WORK REQUIRED. Which lines of the entries below contain the string "graph"? Copy each one.

[Stored entries]
══════════════════════════════
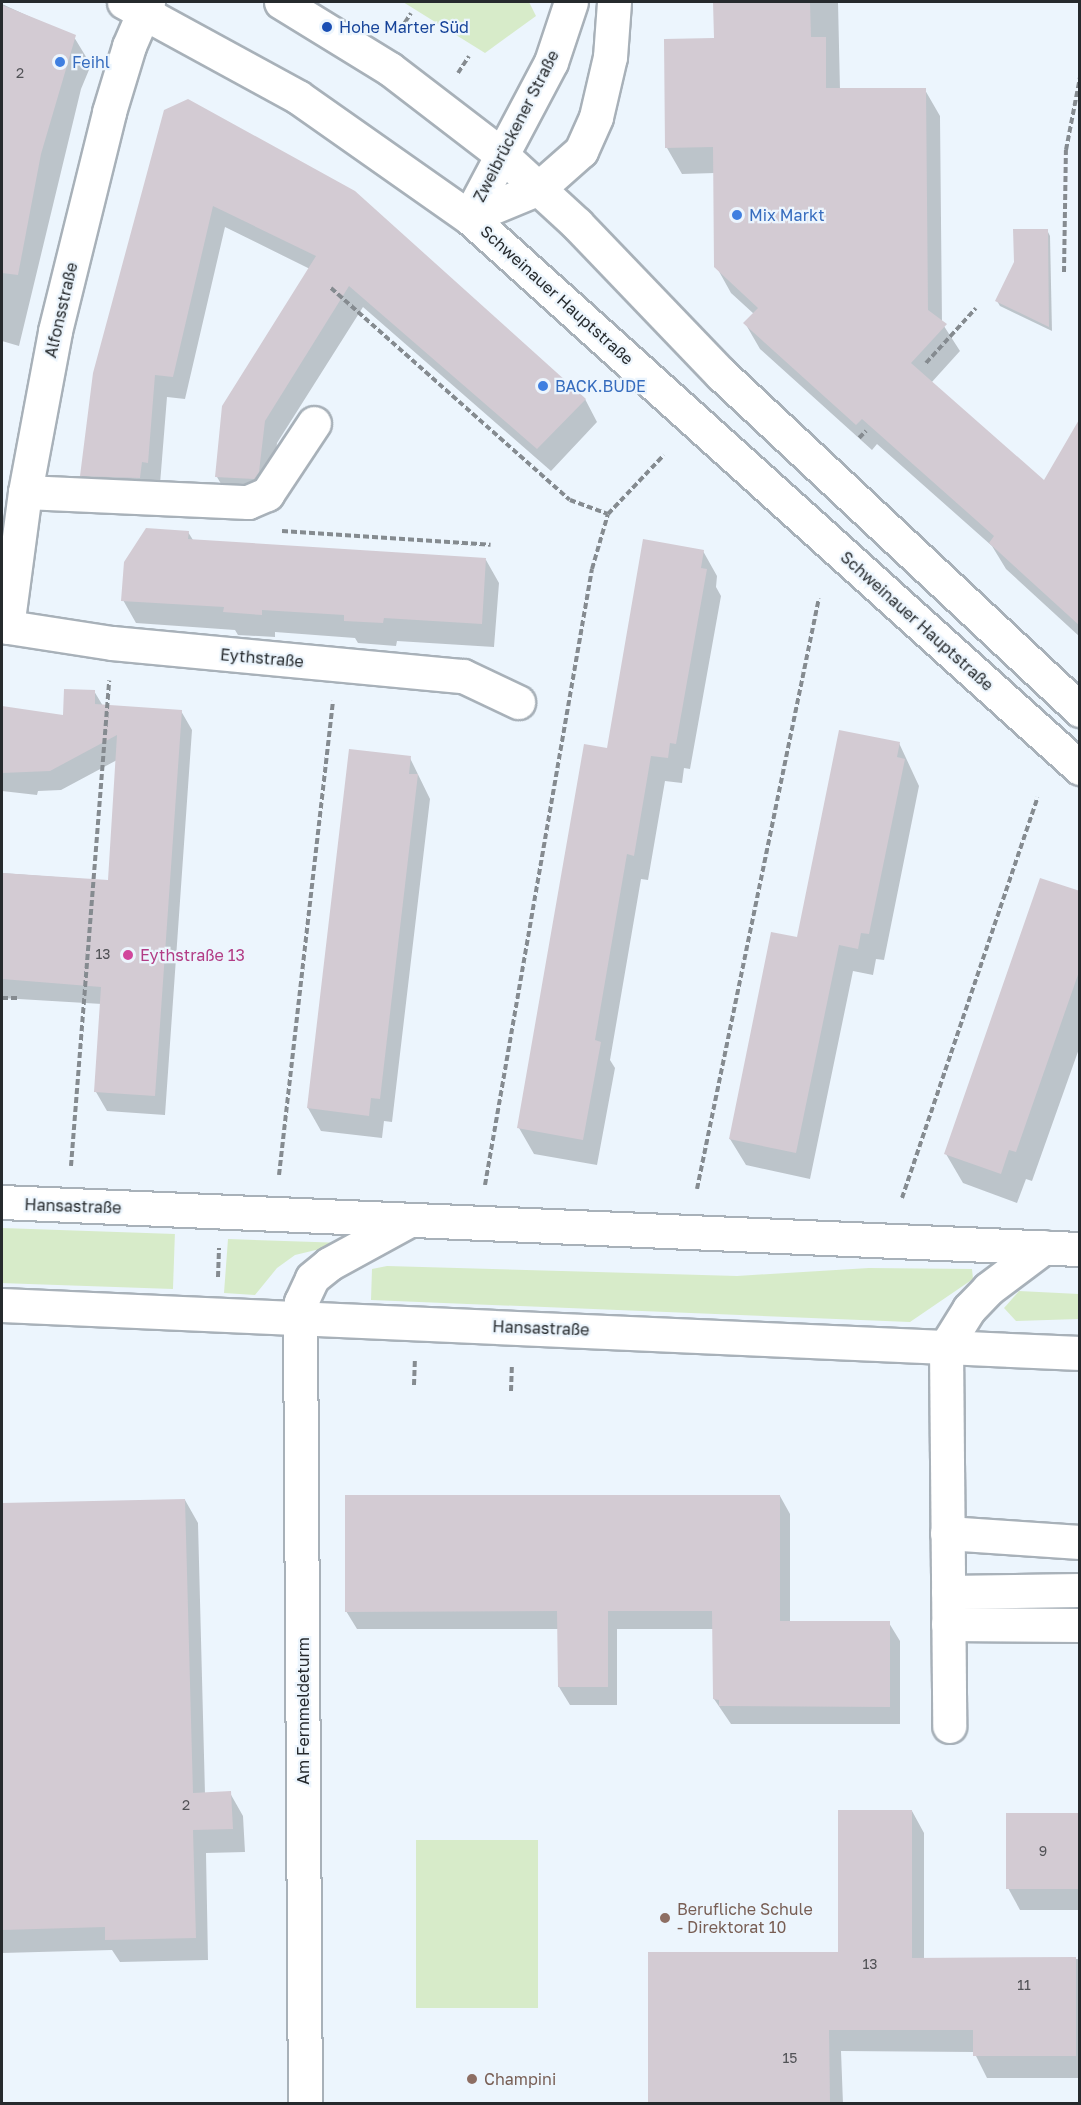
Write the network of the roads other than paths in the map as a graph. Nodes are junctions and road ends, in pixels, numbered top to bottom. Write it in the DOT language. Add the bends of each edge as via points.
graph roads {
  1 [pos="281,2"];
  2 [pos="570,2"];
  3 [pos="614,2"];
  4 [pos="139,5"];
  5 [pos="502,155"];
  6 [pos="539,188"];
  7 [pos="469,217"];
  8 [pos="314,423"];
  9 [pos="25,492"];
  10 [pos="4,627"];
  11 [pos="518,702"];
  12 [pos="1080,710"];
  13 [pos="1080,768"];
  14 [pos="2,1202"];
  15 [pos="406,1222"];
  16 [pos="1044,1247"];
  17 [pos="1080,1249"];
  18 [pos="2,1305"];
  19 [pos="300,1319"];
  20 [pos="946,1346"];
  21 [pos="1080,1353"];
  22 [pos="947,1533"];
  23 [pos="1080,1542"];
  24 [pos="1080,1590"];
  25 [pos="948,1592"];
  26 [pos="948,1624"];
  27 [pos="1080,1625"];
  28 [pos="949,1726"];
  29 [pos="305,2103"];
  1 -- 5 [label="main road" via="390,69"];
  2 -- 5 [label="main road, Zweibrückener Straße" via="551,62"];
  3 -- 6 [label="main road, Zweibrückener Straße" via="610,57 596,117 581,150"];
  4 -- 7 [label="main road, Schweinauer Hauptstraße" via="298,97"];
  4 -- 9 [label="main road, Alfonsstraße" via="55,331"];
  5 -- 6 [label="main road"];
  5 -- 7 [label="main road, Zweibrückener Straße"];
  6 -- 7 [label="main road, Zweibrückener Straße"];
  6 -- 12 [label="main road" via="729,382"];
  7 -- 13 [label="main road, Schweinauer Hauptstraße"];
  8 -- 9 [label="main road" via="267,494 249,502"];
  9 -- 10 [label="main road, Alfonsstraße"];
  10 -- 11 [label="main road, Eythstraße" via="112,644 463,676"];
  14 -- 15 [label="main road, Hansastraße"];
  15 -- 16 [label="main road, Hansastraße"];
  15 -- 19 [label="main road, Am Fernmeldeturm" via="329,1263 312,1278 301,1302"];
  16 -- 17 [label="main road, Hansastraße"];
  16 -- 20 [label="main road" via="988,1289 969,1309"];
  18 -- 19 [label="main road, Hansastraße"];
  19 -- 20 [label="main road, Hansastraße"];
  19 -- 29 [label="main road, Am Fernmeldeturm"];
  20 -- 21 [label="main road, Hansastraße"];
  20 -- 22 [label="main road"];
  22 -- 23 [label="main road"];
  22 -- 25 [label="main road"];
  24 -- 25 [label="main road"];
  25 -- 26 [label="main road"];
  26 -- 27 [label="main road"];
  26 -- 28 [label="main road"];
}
══════════════════════════════
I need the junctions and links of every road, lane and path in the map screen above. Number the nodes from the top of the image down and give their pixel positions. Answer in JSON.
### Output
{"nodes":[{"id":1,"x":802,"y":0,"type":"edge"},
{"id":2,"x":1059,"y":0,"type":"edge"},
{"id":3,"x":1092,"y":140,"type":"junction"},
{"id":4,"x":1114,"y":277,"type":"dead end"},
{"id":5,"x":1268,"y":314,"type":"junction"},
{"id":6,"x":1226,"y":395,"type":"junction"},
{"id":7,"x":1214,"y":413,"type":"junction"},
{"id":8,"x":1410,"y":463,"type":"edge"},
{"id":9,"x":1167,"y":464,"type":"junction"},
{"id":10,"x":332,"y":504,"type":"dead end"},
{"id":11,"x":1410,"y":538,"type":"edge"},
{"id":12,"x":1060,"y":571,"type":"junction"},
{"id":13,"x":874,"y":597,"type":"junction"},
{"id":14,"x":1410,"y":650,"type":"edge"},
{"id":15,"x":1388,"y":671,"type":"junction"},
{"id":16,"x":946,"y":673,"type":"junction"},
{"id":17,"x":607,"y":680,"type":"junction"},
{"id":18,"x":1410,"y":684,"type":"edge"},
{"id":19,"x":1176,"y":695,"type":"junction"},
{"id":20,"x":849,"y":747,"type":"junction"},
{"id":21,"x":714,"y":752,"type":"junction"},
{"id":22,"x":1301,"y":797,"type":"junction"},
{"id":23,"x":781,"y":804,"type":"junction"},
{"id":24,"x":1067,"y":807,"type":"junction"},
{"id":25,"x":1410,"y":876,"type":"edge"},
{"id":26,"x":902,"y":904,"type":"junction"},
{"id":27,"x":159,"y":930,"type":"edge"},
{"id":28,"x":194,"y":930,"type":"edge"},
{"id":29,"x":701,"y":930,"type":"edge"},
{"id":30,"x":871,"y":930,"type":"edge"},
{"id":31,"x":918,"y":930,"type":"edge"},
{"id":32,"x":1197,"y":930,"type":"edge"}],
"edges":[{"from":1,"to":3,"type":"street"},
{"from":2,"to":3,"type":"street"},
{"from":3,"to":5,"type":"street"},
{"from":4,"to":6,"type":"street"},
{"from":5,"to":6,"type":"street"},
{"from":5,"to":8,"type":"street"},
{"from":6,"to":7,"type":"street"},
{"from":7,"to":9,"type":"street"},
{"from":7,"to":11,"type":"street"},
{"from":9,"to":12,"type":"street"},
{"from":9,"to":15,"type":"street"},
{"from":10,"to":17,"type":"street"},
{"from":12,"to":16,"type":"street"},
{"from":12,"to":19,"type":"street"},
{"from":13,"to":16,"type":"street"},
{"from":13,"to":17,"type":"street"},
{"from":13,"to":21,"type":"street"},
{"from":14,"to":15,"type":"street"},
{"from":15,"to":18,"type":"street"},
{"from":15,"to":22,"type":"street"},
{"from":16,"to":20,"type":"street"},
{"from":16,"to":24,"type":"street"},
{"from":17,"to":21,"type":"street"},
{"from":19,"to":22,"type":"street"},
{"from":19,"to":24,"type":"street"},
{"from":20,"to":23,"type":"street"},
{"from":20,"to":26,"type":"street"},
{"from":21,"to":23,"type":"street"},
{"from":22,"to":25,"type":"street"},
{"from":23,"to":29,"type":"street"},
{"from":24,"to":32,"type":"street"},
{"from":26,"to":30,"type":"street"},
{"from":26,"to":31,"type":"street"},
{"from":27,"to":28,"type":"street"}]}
══════════════════════════════
ANSWER TO THIS TASK.
Write the network of the roads other than paths in the map as a graph. Nodes are junctions and road ends, in pixels, numbered top to bottom. Write it in the DOT language. Add the bends of each edge as via points.
graph roads {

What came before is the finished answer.